Many miRNAs have been reported to be expressed in the NSC cells and can be enclosed in the exosomes, and some of which were believed to exert important impact on neural cell damages of diverse kinds. Based on the published articles, we profiled miR-9[43], miR-103[43], miR-132[44], miR-10[45], miR-374[46] and miR-574[18] in the extracted exosomes using RT-qPCR and found a significantly elevated expression of miR-374-5p. MiR-374-5p, located at the X-chromosome, has been reported to play an indispensable regulatory role in neural system diseases, such as epilepsy, neurodegeneration, and hypoxic-ischemic encephalopathy[47]. To verify whether miR-374-5p was responsible for the protection of the injured neural cells, we co-cultured the H2O2 treated HT22 cells with the exosomes obtained from NSCs transfected with the miR-374-5p inhibitor (denoted as the miR-374-5p KD group). In this work, TUNEL assay, flow cytometry assay, and western blot assay showed that the silencing of miR-374-5p increased injured neural cell death by inhibiting autophagic level. All these data indicated that miR-374-5p enclosed in the NSC-exosomes might confer beneficial function in neural cell damage via activating autophagy.

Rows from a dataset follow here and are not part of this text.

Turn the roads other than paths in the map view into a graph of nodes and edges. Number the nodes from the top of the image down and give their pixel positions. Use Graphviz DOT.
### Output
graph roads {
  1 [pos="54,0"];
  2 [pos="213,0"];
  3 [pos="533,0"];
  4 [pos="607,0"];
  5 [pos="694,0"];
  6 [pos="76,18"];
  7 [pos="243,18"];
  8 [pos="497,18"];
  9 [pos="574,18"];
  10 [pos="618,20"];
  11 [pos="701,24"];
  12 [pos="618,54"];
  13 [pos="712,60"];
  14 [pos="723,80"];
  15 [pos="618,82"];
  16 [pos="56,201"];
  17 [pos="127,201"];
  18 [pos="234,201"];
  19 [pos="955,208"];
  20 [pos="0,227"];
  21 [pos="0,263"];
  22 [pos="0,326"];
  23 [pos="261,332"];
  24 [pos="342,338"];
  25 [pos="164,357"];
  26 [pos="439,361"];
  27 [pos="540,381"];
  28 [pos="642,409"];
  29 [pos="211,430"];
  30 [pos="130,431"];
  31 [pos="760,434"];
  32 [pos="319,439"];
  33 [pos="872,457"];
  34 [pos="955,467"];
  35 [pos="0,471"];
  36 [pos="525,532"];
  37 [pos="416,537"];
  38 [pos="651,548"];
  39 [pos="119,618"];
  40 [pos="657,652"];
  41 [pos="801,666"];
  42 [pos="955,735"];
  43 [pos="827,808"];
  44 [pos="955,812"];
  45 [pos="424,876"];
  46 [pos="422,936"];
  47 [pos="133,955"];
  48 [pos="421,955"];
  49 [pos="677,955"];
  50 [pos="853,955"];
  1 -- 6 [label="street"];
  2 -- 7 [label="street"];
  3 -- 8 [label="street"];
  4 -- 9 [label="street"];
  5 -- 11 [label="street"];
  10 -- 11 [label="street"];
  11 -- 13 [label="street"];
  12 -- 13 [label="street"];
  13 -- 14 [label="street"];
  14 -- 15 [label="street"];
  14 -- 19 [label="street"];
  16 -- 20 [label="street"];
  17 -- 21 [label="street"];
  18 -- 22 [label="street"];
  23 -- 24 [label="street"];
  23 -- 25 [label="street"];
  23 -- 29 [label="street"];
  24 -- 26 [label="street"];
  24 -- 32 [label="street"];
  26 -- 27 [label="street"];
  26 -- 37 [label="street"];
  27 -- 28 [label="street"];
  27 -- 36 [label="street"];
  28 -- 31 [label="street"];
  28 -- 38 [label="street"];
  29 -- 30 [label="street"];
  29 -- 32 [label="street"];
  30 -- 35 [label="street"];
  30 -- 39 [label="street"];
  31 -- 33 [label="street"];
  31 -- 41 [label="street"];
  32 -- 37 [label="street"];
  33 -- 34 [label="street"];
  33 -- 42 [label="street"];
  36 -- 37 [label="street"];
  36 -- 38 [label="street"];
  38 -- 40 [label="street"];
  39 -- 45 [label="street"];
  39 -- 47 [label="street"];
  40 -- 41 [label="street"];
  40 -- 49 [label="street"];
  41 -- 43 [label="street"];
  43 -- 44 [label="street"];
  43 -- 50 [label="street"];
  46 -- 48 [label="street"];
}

We then digging the regulatory mechanisms of the exosomal miR-374-5p mediated neural cell protection. The target genes of this miRNA were predicted using TargetScan 7.2 (http://www.targetscan.org/vert_72/). Bioinformatical analysis and luciferase assay showed that serine/threonine kinase 4 (STK-4) was a direct target of miR-374-5p. STK-4, also widely known as MST-1 in mammals, was widely reported to participate in cell death regulation[48-50]. In our work, we found that STK-4 was down regulated by highly expressed miR-374-5p from NSC-exosomes, which could improve SCI cell viability by triggering autophagic process, which is in consistent with works of Zhang et al[51].

In sum, our work found an increased level of miR-374-5p in NSC-exosomes, which exerted a protective function on spinal cord injury by activating autophagy via targeting STK-4, providing novel evidence for the mechanism underling the NSC transplant therapy for SCI.

Ethics approval

All applicable institutional and/or national guidelines for the care and use of animals were followed. The animal experimental protocol has been approved by The Second Affiliated Hospital of Xi’an Medical University (permit number: X2Y202214). Also, we have followed ARRIVE guidelines[.

Authors’ contributions

LZ conceived and designed the study, and drafted the manuscript. PH collected, analyzed and interpreted the experimental data. LZ and PH revised the manuscript for important intellectual content. Both authors read and approved the final manuscript.